Replaying-the-evolutionary-tape-to-investigate-subgenome-dominance: A Python repository from niederhuth

Title	Authors	Raw data
Replaying the evolutionary tape to investigate subgenome dominance in allopolyploid Brassica napus	Kevin A. Bird, Chad E. Niederhuth, Shujun Ou, Malia Gehan, J. Chris Pires, Zhiyong Xiong, Robert VanBuren Patrick P. Edger	SRA Accession: PRJNA577908

This repository is for DNA methylation scripts and data for the paper: https://nph.onlinelibrary.wiley.com/doi/full/10.1111/nph.17137

Please cite this paper if you use any of the resources here.

All analyses performed on the Michigan State University High Performance Computing Cluster (HPCC)

To reproduce the analysis, follow these steps:

NOTE #1: This analysis assumes you will be using Anaconda and I have provided a yml file to easily create an environment for repeating analyses.

1) Clone this git repository

git clone https://github.com/niederhuth/Replaying-the-evolutionary-tape-to-investigate-subgenome-dominance  
cd Replaying-the-evolutionary-tape-to-investigate-subgenome-dominance

2) Create the conda environment

conda env create -f scripts/Bnapus-polyploidy.yml

3) You will now need to create a symbolic link within this environment for methylpy to work. This will require you to cd into the environment located in your anaconda (or miniconda) directory.

cd miniconda3/env/Bnapus-polyploidy/lib  
ln -s libgsl.so.23.0.0 libgsl.so.0

4) Return to the cloned git repository

cd ~/Replaying-the-evolutionary-tape-to-investigate-subgenome-dominance

5) Create data and sample folders

mkdir data
cd data
for i in $(sed '1d' ../misc/samples.csv| cut -d ',' -f1)
do
	mkdir $i $i/job_reports
done

7) Setup reference genome for mapping

mv ../ref ./
cd ref
mkdir combined
zcat R500/*.fa.gz TO1000/*.fa.gz 37_Mitochondria.fa.gz 37_Plastid.fa.gz ../../misc/ChrL.fa.gz > tmp
python ../../scripts/py/fix_fasta.py -i tmp -o combined/combined.fa
rm tmp
cd combined
bash ../../../scripts/sh/index.sh
cd ../annotations
for i in *
do
	gunzip $i
done
cd bias
for i in *
do
	gunzip $i
done
cd ../../../

7) Run the setup.sh script (see note #2)

cd <sample_directory>
bash ../../scripts/sh/setup.sh

For the 'mock' sample you will need to combine the sequencing data from the TO1000 & IMB218 samples and add these to the fastq directory. The intention here is to imitate what would happen if you simply "combined" the two methylomes of these species. Since the TO1000 had a lot more reads than IMB218, I recommend downsampling to an equivalent number of reads. The overall impact on the metaplots is pretty minimal though To do this:

cd mock
bash ../../scripts/sh/subsample.sh

8) For each sample, run methylpy

cd <sample_directory>  
bash ../../scripts/sh/run_methylpy.sh

or submit as a job

9) When methylpy is finished, for each sample, you can run the various scripts in the "sh" directory (see note #2)

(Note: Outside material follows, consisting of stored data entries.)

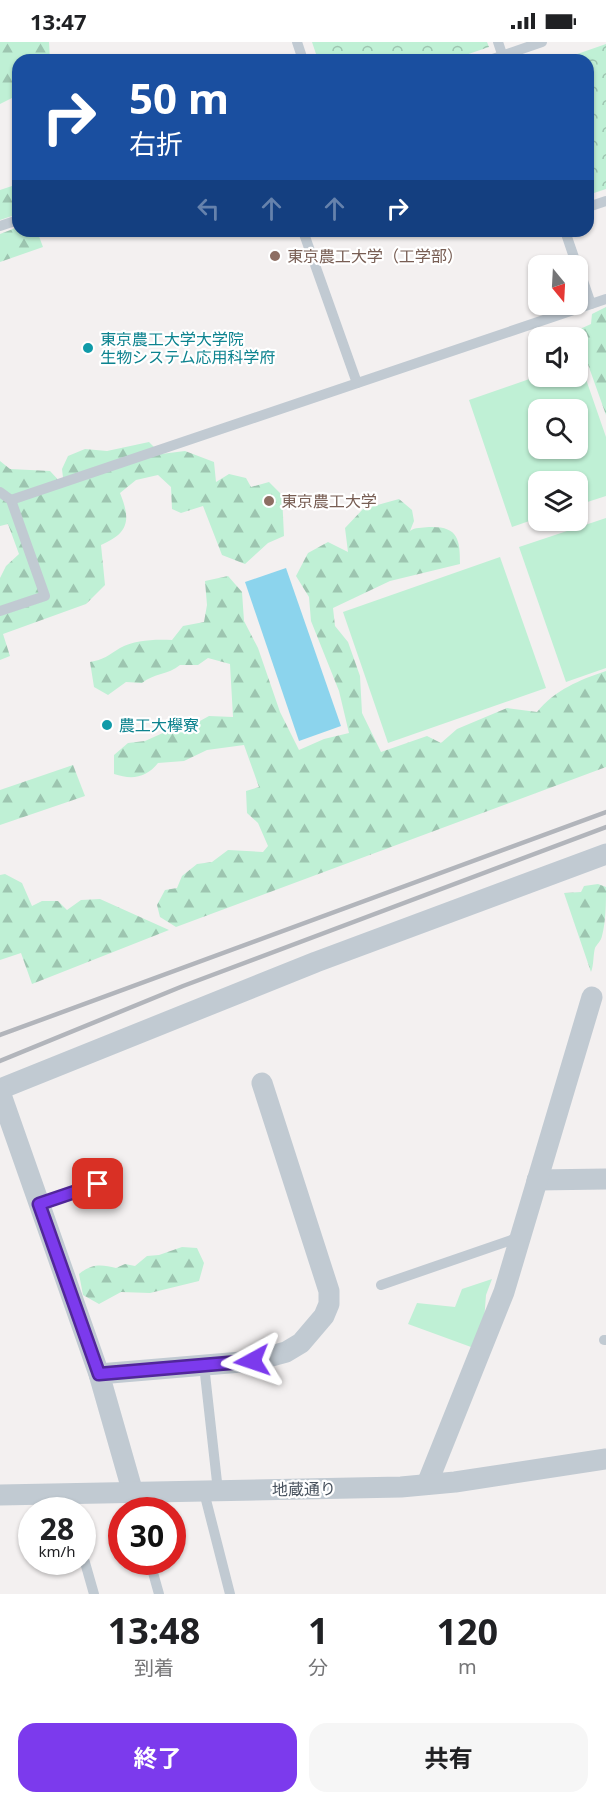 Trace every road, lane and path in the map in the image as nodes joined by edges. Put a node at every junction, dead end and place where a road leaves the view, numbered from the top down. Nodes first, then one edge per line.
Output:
1 (542, 42) edge
2 (513, 54) edge
3 (305, 237) edge
4 (567, 237) edge
5 (573, 255) edge
6 (588, 296) edge
7 (606, 299) edge
8 (591, 304) junction
9 (357, 383) junction
10 (0, 492) edge
11 (11, 500) junction
12 (0, 611) edge
13 (606, 854) edge
14 (592, 997) dead end
15 (262, 1083) dead end
16 (0, 1090) edge
17 (93, 1165) dead end
18 (606, 1179) edge
19 (537, 1180) junction
20 (39, 1204) junction
21 (520, 1237) junction
22 (381, 1285) dead end
23 (204, 1365) junction
24 (99, 1374) junction
25 (606, 1459) edge
26 (427, 1484) junction
27 (211, 1491) junction
28 (0, 1495) edge
29 (20, 1497) edge
30 (134, 1497) edge
31 (170, 1497) edge
32 (89, 1575) edge
33 (154, 1575) edge
34 (94, 1594) edge
35 (159, 1594) edge
36 (230, 1594) edge

1 - 2 lane
3 - 9 lane
4 - 5 lane
6 - 8 lane
7 - 8 lane
8 - 9 lane
9 - 11 lane
10 - 11 lane
11 - 12 lane
13 - 16 street
14 - 19 street
15 - 23 street
16 - 20 street
17 - 20 lane
18 - 19 street
19 - 21 street
20 - 24 street
21 - 22 lane
21 - 26 street
23 - 24 street
23 - 27 lane
24 - 30 street
25 - 26 street, 地蔵通り
26 - 27 street, 地蔵通り
27 - 31 street, 地蔵通り
27 - 36 lane
28 - 29 street, 地蔵通り
32 - 34 lane
33 - 35 lane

cd **<sample_directory>**  
bash ../../scripts/_sh/**<script_name>**

or submit as a job

These will create a series of outputs for each analysis in <sample_name>/combined/results

These should match data found in the figures_tables directory

10) You can run the methylation_analysis.R in the figures_tables directory to output plots and other analyzed results

cd figures_tables  
Rscript ../scripts/R/old_metaplots.R
Rscript ../scripts/R/new_metaplots.R 
Rscript ../scripts/R/multiplot_figures.R

NOTE #2: These scripts were written for use on the MSU HPCC. To run them on your computer or a different environment, you will need to change the header of each shell script (python and R scripts do not require changing) to something appropriate for your system. In each shell script, you will also need to either modify or delete these lines to a path appropriate for your system:

export PATH="$HOME/miniconda3/envs/Bnapus-polyploidy/bin:$PATH" 
export LD_LIBRARY_PATH="$HOME/miniconda3/envs/Bnapus-polyploidy/lib:$LD_LIBRARY_PATH"

Specifically modify $HOME/miniconda3 to correspond to where your conda installation is.

You may also need to delete this line, which is meant for submitted jobs on the cluster.

cd $PBS_O_WORKDIR

NOTE #3: The file "scripts/py/functions.py" contains a number of various python functions that I have written that can be used to analyze data from methylpy.